Additional details and impacted files

@@            Coverage Diff             @@
##           master     #503      +/-   ##
==========================================
- Coverage   55.75%   55.67%   -0.09%     
==========================================
  Files          41       41              
  Lines        4525     4532       +7     
==========================================
  Hits         2523     2523              
- Misses       1808     1814       +6     
- Partials      194      195       +1

☔ View full report in Codecov by Sentry.
📢 Have feedback on the report? Share it here.

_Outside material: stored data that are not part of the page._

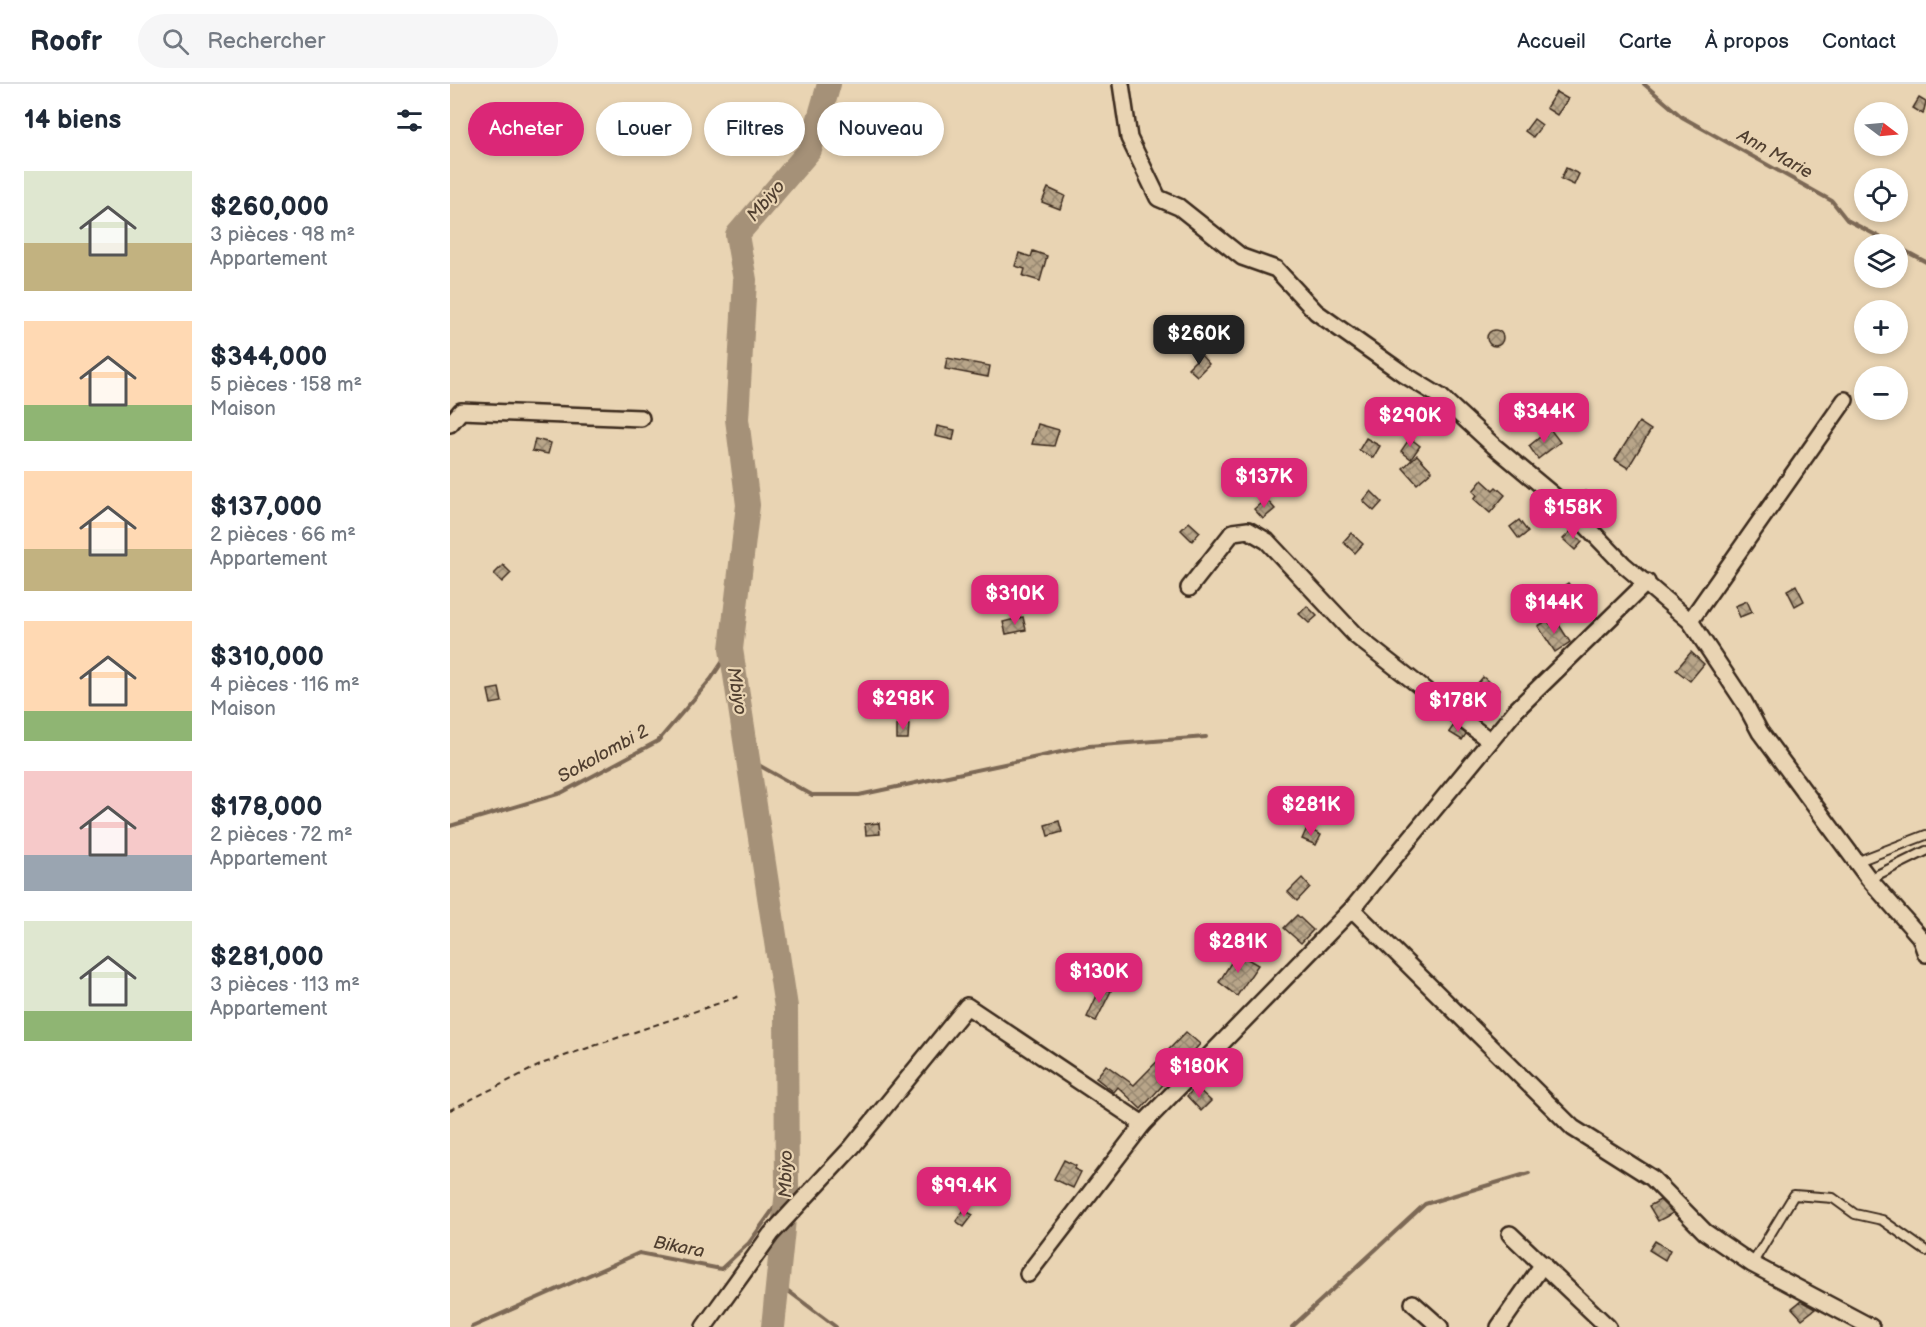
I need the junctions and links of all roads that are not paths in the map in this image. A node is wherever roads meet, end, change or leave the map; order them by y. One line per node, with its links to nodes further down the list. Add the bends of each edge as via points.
1 (1121, 84): 5 (street, via 1129,138 1158,198 1179,207 1242,257 1276,269 1316,312 1442,397)
2 (1845, 400): 7 (street)
3 (641, 418): 4 (street, via 461,411)
4 (450, 424)
5 (1647, 582): 7 (street); 8 (street, via 1516,710)
6 (1189, 588): 8 (street, via 1233,532 1248,530 1268,541 1356,636)
7 (1690, 621): 11 (street, via 1760,732)
8 (1490, 741): 13 (street)
9 (1926, 835): 11 (lane)
10 (1926, 851): 12 (lane)
11 (1856, 862): 12 (street)
12 (1869, 879): 14 (street, via 1920,937)
13 (1352, 909): 15 (street); 19 (street, via 1573,1128 1652,1178 1705,1232)
14 (1926, 954)
15 (1143, 1124): 20 (street); 22 (street, via 968,1006 852,1147 771,1234)
16 (1510, 1234): 18 (street)
17 (1926, 1251): 19 (lane, via 1882,1220 1855,1214 1833,1198 1794,1195)
18 (1542, 1264): 24 (street); 25 (street)
19 (1752, 1264): 26 (street)
20 (1028, 1274)
21 (1413, 1304): 23 (street)
22 (704, 1327)
23 (1440, 1327)
24 (1499, 1327)
25 (1608, 1327)
26 (1871, 1327)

🚀 New features to boost your workflow:

❄️ Test Analytics: Detect flaky tests, report on failures, and find test suite problems.

mkjpryor · 2023-02-02T15:40:46Z

I have added a new sync option, but it is only respected on a per-resource annotation basis.

This works perfectly for my use case with Cluster API, but I am happy to make adjustments if required.

mkjpryor · 2023-02-06T21:53:41Z

@jannfis @spjmurray @jaideepr97

Just flagging that I believe this patch addresses argoproj/argo-cd#11972 and argoproj/argo-cd#12210.

I have been running a custom build of Argo CD that includes this patch and can confirm that it completely fixes my issue. Build is here: https://github.com/stackhpc/argo-cd/pkgs/container/argocd/67404745?tag=v2.6.0-stackhpc.2

Like I said on the issue, this is similar but subtly different to @spjmurray's solution. In short, I don't believe we should ever delete anything with a reference that has controller: true as we will probably end up fighting another controller. @spjmurray - this actually turns out to be critical for the Cluster API use case because CAPI propagates annotations from MachineDeployments to the MachineSets that they manage, resulting in the owner reference being ignored for the MachineSet as well unless controller references are always respected.

I'm happy to do whatever tidying up is required to get this merged.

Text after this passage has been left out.